▶ [WORK TO BE COMPLETED]
Pull out every line below that contains the word "roads".

▶ [RECORDS]
------------------------

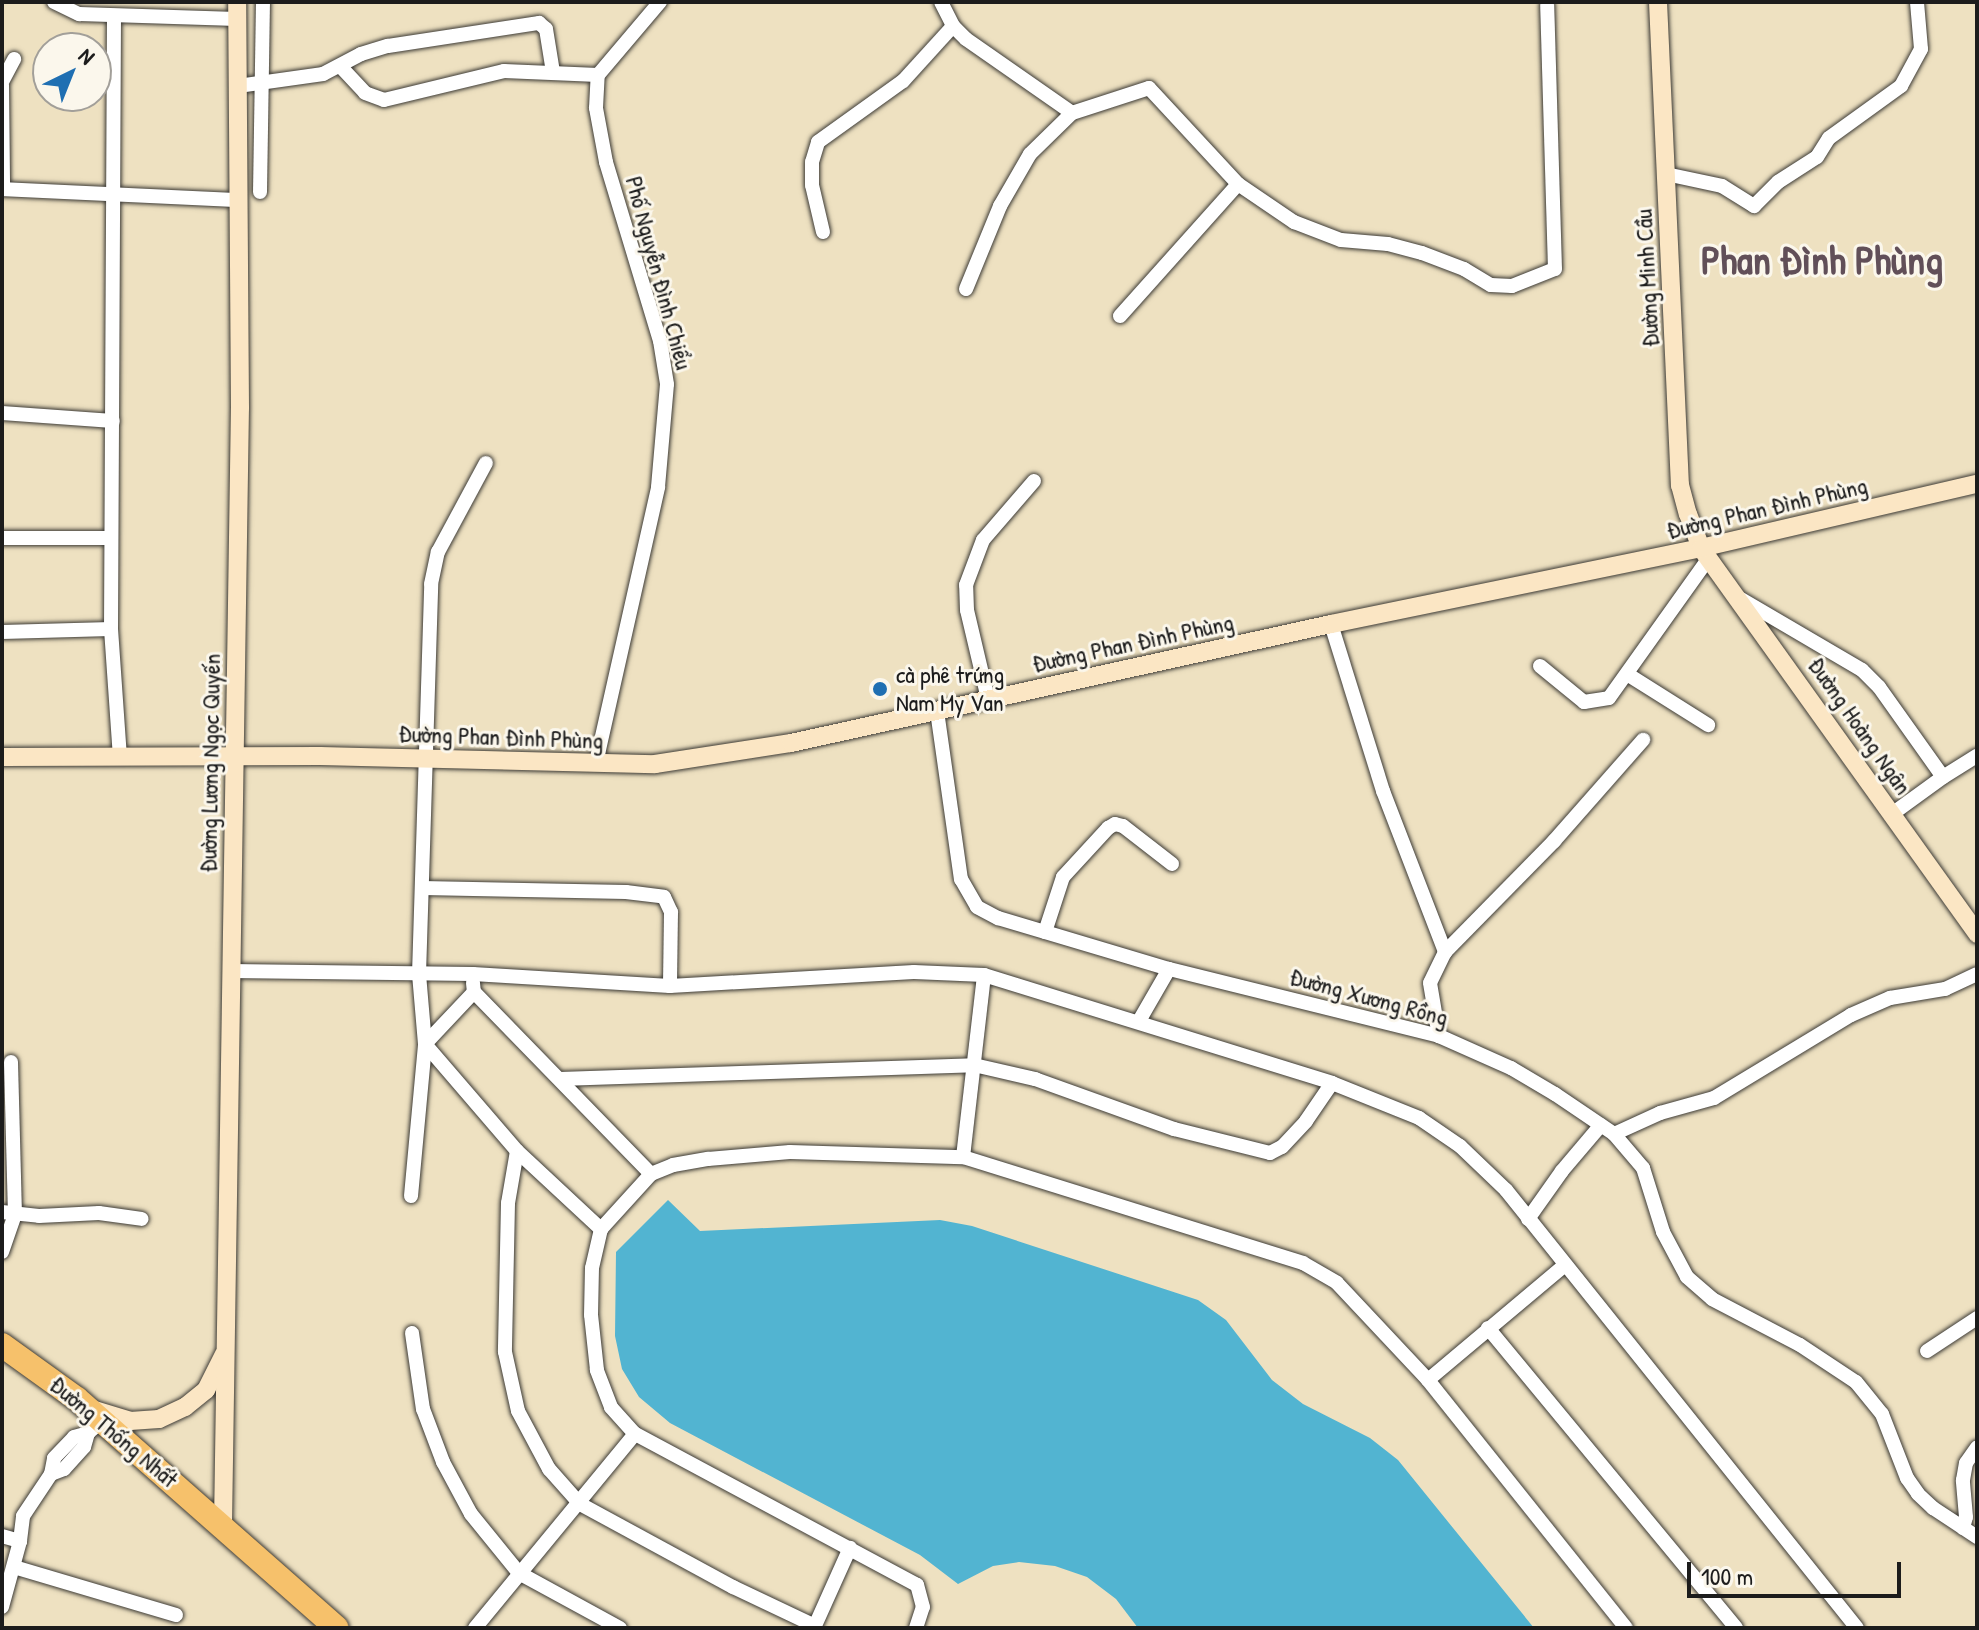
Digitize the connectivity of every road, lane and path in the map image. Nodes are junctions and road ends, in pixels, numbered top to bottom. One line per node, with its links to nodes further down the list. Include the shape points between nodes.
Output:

------------------------

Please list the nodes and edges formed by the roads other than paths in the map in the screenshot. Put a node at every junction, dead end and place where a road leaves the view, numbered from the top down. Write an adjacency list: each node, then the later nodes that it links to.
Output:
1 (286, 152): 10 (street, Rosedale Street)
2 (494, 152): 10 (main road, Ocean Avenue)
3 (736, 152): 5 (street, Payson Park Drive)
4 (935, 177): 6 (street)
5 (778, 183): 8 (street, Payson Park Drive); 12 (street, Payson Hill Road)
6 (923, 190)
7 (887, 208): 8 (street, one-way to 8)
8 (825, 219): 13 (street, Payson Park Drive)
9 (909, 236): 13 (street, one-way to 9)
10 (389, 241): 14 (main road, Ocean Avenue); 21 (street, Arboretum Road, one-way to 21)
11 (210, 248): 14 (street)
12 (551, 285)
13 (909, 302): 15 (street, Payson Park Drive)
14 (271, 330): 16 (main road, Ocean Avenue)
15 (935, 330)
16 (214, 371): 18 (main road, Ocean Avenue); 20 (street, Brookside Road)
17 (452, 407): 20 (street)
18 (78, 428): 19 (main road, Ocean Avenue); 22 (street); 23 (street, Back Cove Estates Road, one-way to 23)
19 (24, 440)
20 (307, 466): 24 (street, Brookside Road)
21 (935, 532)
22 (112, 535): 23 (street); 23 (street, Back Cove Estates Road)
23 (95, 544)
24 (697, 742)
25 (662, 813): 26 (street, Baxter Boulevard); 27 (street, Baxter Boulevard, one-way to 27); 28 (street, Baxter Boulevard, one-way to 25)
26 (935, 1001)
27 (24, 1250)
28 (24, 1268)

------------------------

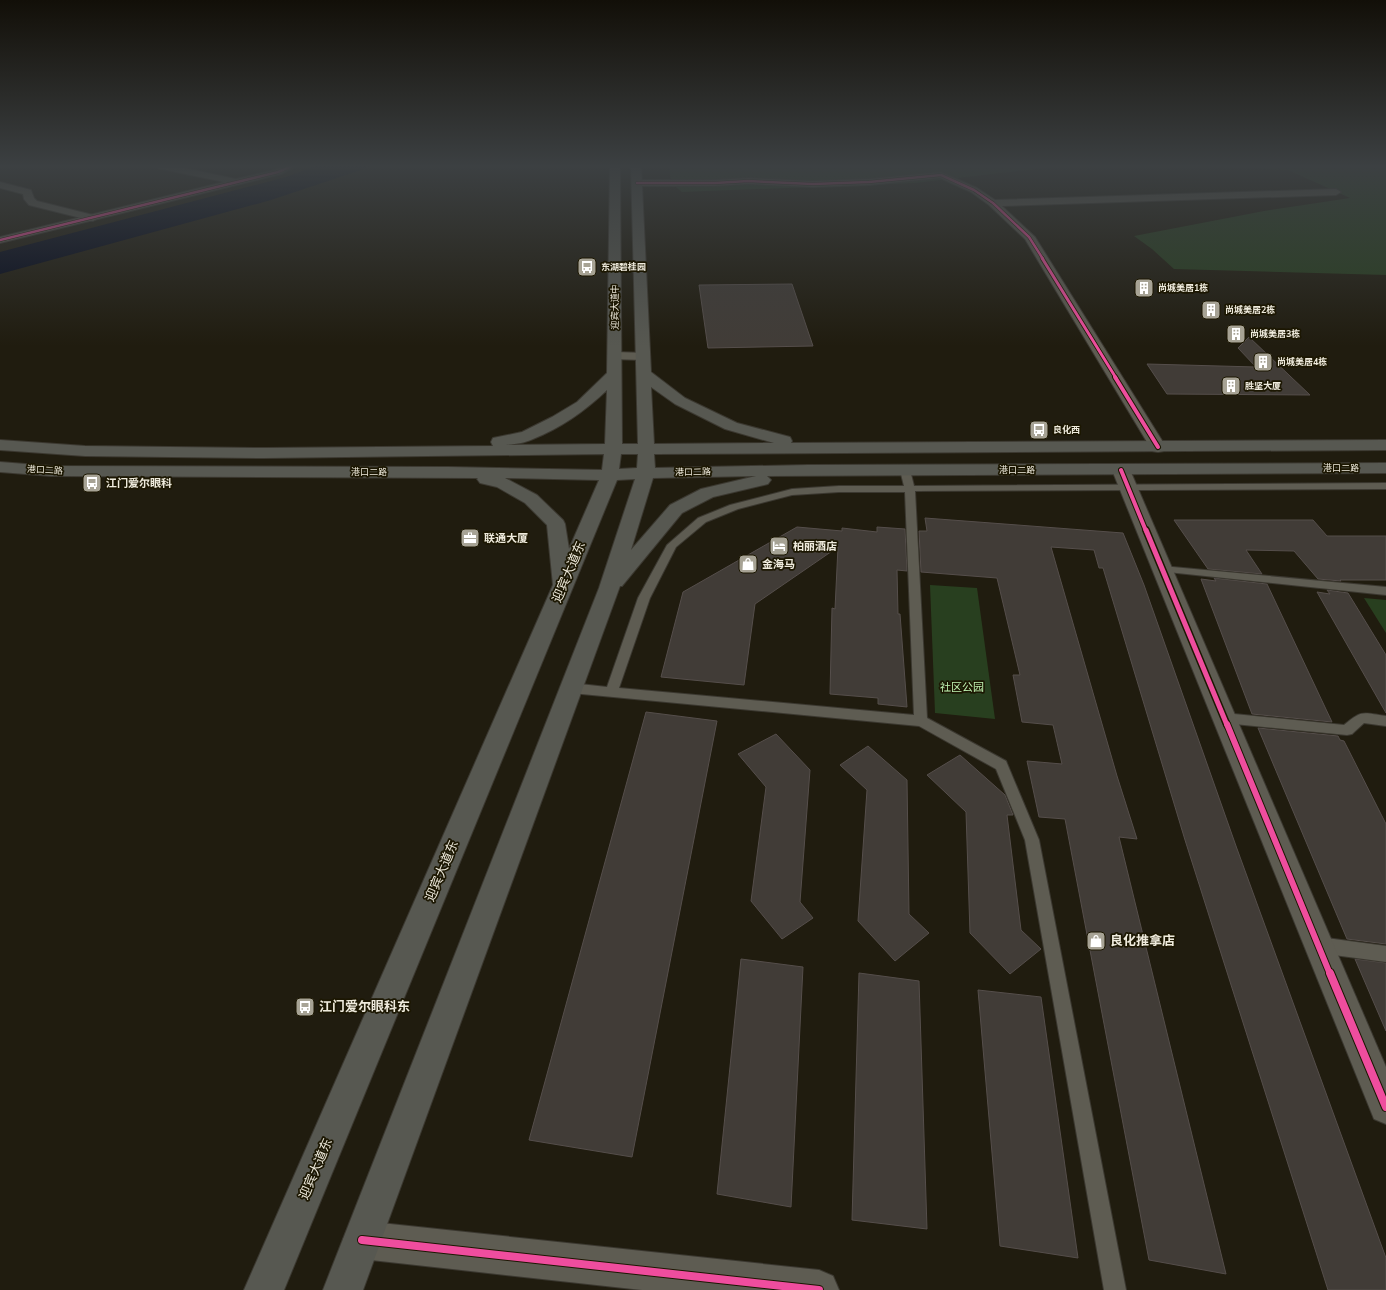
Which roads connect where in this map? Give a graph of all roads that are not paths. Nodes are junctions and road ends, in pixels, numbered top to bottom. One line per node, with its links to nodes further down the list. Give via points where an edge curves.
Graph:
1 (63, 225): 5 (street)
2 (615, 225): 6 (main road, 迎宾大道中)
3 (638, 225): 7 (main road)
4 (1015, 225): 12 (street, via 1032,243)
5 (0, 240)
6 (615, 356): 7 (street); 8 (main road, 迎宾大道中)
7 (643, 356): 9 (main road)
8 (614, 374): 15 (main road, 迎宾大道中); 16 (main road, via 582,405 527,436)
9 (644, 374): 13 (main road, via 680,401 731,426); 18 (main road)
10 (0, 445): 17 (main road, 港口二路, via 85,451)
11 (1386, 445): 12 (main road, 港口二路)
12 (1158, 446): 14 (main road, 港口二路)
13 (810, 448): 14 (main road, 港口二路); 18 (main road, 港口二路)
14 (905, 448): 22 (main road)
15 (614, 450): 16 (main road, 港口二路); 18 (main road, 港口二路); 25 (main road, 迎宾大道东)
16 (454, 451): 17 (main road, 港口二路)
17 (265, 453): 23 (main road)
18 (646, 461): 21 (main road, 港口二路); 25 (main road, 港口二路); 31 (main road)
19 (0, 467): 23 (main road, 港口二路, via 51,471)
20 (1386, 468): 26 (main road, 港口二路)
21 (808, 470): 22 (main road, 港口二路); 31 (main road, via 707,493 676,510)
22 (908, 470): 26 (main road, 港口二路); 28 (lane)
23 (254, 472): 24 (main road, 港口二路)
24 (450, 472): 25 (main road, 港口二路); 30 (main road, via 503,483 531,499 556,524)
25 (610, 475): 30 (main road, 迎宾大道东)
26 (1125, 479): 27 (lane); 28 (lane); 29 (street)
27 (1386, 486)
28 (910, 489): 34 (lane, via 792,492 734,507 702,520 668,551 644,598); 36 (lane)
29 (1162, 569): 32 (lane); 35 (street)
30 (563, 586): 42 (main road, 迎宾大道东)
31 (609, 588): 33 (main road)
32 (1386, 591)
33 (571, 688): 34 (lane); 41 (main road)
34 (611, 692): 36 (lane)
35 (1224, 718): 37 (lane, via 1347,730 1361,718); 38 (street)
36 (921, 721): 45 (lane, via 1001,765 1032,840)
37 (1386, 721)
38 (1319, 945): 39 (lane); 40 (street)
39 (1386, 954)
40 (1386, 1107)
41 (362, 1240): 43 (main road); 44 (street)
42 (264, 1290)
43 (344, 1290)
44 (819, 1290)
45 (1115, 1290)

------------------------

▶ [EXPECTED OUTPUT]
Please list the nodes and edges formed by the roads other than paths in the map in the screenshot. Put a node at every junction, dead end and place where a road leaves the view, numbered from the top down. Write an adjacency list: each node, then the later nodes that it links to.
Which roads connect where in this map? Give a graph of all roads that are not paths. Nodes are junctions and road ends, in pixels, numbered top to bottom. One line per node, with its links to nodes further down the list. Give via points where an edge curves.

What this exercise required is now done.